Living in a multiverse
To varying degrees, all of us will live our future lives across such parallel economic “realms.” We will continue to eat, sleep, and exercise in the physical world, and we will also spend more and more time working, connecting, and playing in various digital realms. We will each live in our own multiverse of sorts.
This is economically intuitive. Over the long arc of economic history, we have moved from an agricultural, to a manufacturing, to a service economy. Within the last half century of our service economy, more and more consumption has been digitalized. This will continue to accelerate, beyond streaming movies and multi-player online games to e-sports, digital art, augmented reality shopping, with increasing demand for digitally-native goods, such as avatars and their accessories.
The question of where power lies in these hybrid worlds remains unanswered. Today, large chunks of the internet are owned by a few platforms. Companies such as Meta, Amazon, or Apple control the content created in their walled gardens. The advent of NFTs could change the status quo, giving users more control over the value they create. In a world with decentralized alternatives, creators could regain control of their IP as they are already trying to do with platforms such as Audius for music streaming.
Countries might move to issue their own retail central bank digital currency. Access to easily transferable and universally accepted monies would profoundly change the global financial architecture and the nature of financial intermediation locally, which has historically been dominated by commercial banks. You could envision a world in which a handful of public and private digital currencies, from across the globe, compete for a share of the consumer digital wallet.
Some pundits and regulators believe the current enthusiasm for the metaverse and some of its manifestations such as the virtual land rush feel over-hyped—and there’s certainly reason to believe speculators may lose money (just look at the volatility of Bitcoin). The current moment reminds me of Gates’s Law, the axiom that humans generally over-estimate the technological progress that can be achieved in one year, while under-estimating the progress that might occur over 10 years.
In the brave new hybrid world that will likely establish itself over the next decade, we will need a new inclusion agenda to ensure the economic future is fair and its benefits are widely shared. As a first tenet, everyone will need safe and easy-to-use digital wallets that allow access to all the realms they want. Interoperability and low transaction costs are essential for broad participation in the global economy and local economies, both physical and virtual. We will need collective action to ensure everyone has a unique digital identity, allowing them to participate while protecting their data and privacy.
While impossible to forecast exactly how, and whether we like it or not, the world is changing.
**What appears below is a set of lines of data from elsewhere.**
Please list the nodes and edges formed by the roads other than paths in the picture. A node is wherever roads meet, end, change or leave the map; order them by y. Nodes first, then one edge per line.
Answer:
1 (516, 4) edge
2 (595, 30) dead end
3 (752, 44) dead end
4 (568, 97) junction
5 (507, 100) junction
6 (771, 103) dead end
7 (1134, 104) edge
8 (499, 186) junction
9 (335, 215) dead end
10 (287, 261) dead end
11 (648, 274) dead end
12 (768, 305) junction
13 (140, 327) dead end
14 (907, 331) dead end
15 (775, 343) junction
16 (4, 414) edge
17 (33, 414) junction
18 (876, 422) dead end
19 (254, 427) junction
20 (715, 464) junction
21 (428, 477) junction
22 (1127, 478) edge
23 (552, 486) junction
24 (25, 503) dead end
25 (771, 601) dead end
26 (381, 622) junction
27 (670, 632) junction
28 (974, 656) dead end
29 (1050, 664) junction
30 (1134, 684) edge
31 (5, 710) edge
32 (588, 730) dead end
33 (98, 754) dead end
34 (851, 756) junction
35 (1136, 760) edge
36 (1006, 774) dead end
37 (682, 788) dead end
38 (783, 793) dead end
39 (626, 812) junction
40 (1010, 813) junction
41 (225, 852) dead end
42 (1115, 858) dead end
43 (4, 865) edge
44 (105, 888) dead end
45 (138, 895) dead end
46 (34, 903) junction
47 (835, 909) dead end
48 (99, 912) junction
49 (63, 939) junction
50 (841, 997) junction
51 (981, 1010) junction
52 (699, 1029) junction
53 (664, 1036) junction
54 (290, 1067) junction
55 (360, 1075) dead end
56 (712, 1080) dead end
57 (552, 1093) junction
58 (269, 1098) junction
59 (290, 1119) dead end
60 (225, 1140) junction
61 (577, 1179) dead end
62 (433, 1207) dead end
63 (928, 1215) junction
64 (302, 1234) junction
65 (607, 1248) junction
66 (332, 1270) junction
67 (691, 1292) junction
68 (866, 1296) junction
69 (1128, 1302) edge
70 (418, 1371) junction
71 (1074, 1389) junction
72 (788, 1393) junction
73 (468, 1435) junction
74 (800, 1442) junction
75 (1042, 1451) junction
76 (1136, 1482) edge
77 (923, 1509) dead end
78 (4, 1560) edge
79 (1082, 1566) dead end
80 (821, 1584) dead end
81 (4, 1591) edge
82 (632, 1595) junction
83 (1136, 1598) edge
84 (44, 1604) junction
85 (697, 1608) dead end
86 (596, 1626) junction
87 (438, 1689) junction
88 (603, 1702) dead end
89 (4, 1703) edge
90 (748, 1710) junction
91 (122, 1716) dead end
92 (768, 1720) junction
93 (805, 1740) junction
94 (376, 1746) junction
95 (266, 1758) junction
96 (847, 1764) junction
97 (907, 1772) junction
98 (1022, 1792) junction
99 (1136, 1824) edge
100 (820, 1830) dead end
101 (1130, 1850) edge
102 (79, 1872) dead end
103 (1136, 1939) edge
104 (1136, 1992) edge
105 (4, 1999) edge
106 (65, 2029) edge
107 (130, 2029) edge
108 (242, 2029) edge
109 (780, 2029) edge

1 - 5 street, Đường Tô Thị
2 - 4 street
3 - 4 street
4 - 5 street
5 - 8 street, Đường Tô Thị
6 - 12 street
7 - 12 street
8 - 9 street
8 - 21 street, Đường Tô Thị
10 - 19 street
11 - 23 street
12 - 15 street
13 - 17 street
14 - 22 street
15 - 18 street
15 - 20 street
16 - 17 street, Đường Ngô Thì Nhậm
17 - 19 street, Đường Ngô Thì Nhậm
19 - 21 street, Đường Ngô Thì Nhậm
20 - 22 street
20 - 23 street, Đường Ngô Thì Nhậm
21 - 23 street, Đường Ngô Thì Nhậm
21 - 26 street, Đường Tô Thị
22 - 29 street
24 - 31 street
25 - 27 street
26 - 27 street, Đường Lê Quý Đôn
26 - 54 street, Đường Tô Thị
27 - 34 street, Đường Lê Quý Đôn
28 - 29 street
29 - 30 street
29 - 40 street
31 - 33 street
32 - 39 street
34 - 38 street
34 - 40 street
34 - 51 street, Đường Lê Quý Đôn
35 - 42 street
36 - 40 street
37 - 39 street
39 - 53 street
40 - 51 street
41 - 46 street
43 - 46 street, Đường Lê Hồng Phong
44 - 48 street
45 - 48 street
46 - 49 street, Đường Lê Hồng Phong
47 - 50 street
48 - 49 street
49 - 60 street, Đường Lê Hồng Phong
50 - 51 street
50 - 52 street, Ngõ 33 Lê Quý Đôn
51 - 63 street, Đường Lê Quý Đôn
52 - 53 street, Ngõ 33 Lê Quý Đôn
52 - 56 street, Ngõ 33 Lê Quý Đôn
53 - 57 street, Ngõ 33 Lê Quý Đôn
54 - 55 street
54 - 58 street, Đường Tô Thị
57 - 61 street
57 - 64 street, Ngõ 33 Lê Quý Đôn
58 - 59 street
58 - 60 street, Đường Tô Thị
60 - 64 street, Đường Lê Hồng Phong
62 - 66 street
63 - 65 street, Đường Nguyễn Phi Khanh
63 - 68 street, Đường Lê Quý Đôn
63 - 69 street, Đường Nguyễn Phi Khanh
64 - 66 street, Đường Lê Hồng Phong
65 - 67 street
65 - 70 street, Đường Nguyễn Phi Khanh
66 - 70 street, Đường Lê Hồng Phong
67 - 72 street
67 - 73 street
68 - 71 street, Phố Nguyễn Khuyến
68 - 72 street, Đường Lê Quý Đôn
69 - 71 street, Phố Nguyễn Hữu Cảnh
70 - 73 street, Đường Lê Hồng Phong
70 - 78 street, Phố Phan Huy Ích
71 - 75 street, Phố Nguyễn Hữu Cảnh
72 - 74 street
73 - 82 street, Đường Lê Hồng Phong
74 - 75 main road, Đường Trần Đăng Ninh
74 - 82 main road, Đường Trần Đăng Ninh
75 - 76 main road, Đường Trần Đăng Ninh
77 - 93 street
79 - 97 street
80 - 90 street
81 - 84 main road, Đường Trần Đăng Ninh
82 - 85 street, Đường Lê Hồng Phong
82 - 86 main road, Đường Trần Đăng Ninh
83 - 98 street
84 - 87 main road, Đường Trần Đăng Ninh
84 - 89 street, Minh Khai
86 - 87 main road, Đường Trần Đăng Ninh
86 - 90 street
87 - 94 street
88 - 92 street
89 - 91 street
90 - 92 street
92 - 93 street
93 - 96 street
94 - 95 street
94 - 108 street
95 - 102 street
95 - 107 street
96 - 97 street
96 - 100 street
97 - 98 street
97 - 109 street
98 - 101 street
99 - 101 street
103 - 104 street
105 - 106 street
As the potential of the new technologies unfolds, and as they change the way we work and live, it will remain important to be grounded in a values-based approach, as we have enshrined in our fair finance principles. We’ll need them more than ever when people’s economic lives span across a multiverse of analog and digital realms.
Tilman Ehrbeck is global managing partner, Flourish Ventures, and chair of the advisory council to the U.N. Special Advocate for Inclusive Finance.